### WHAT YOU NEED TO DO
Work out how many lines in the data below contain "lane", and state that count with nothing added.

### DATA EXTRACTS
◇ ◇ ◇ ◇ ◇

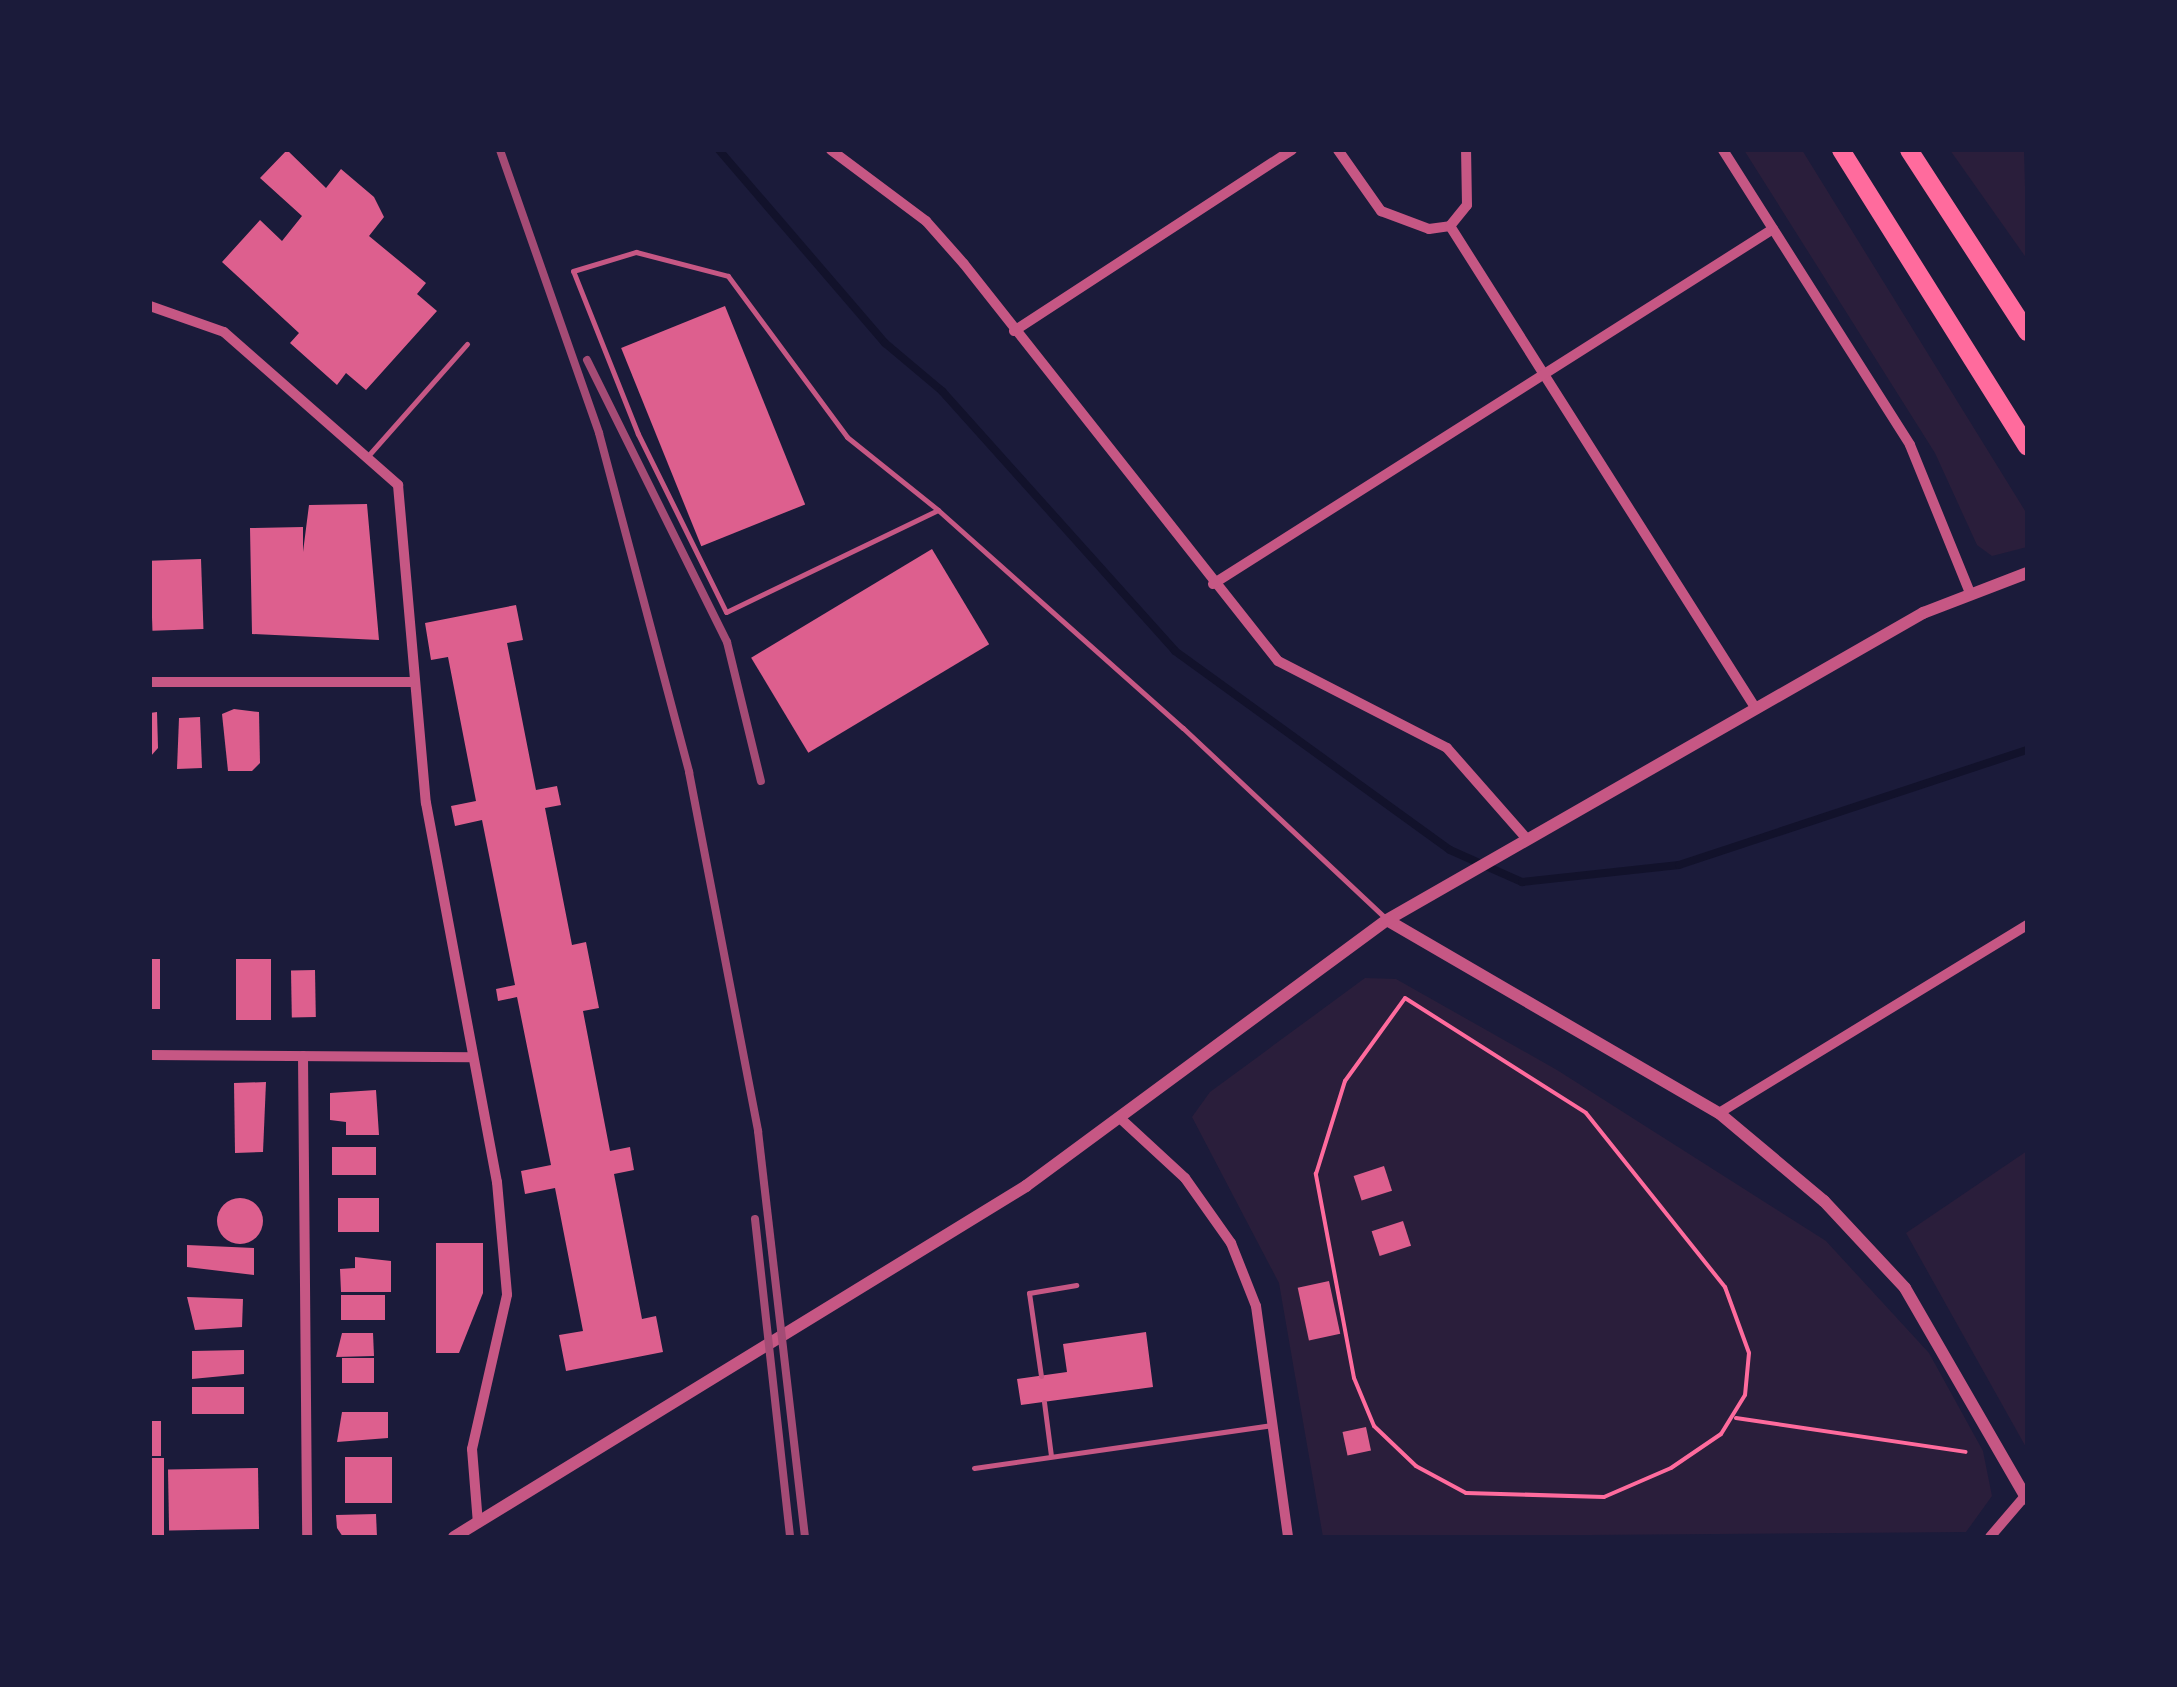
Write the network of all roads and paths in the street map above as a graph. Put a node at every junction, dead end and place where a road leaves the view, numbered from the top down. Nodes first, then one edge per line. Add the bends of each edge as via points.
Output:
1 (830, 150) edge
2 (1292, 150) edge
3 (1338, 150) edge
4 (1466, 150) edge
5 (1723, 150) edge
6 (1841, 150) edge
7 (1909, 150) edge
8 (1450, 226) junction
9 (1773, 229) junction
10 (150, 306) edge
11 (1014, 331) junction
12 (2027, 332) edge
13 (467, 344) dead end
14 (1543, 372) junction
15 (2027, 446) edge
16 (367, 457) junction
17 (938, 510) junction
18 (2027, 573) edge
19 (1213, 584) junction
20 (1970, 593) junction
21 (150, 682) edge
22 (412, 682) junction
23 (1756, 709) junction
24 (1527, 840) junction
25 (1387, 920) junction
26 (2027, 925) edge
27 (150, 1055) edge
28 (303, 1056) junction
29 (473, 1057) junction
30 (1719, 1113) junction
31 (1121, 1120) junction
32 (1076, 1285) dead end
33 (1041, 1376) dead end
34 (1044, 1402) dead end
35 (1736, 1418) junction
36 (1276, 1424) junction
37 (1966, 1452) dead end
38 (1051, 1456) junction
39 (974, 1468) dead end
40 (2026, 1498) edge
41 (478, 1522) junction
42 (307, 1537) edge
43 (454, 1537) edge
44 (1288, 1537) edge
45 (1990, 1537) edge

1 - 11 street via 926,221
2 - 11 street
3 - 8 street via 1380,211 1429,229
4 - 8 street via 1467,205
5 - 9 street
6 - 15 highway
7 - 12 highway
8 - 14 street
9 - 14 street
9 - 20 street via 1910,445
10 - 16 street via 224,332
11 - 19 street
13 - 16 lane
14 - 19 street
14 - 23 street
16 - 22 street via 398,485
17 - 17 lane via 848,438 728,276 636,252 573,270 638,434 726,612
17 - 25 lane
18 - 20 street
19 - 24 street via 1278,661 1446,748
20 - 23 street
21 - 22 street
22 - 29 street
23 - 24 street
24 - 25 street
25 - 30 street
25 - 31 street
26 - 30 street
27 - 28 street
28 - 29 street
28 - 42 street
29 - 41 street via 507,1294 472,1449
30 - 40 street via 1824,1200 1905,1288
31 - 36 street via 1185,1178 1231,1243 1256,1306
31 - 41 street via 898,1266
32 - 33 lane via 1029,1294
34 - 38 lane
35 - 35 path via 1749,1353 1724,1287 1638,1175 1586,1114 1405,998 1345,1081 1316,1174 1354,1378 1374,1426 1416,1466 1466,1493 1584,1497 1671,1468
35 - 37 path
36 - 38 lane
36 - 44 street
38 - 39 lane
40 - 45 street
41 - 43 street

◇ ◇ ◇ ◇ ◇

### ANSWER FOR THE TASK
7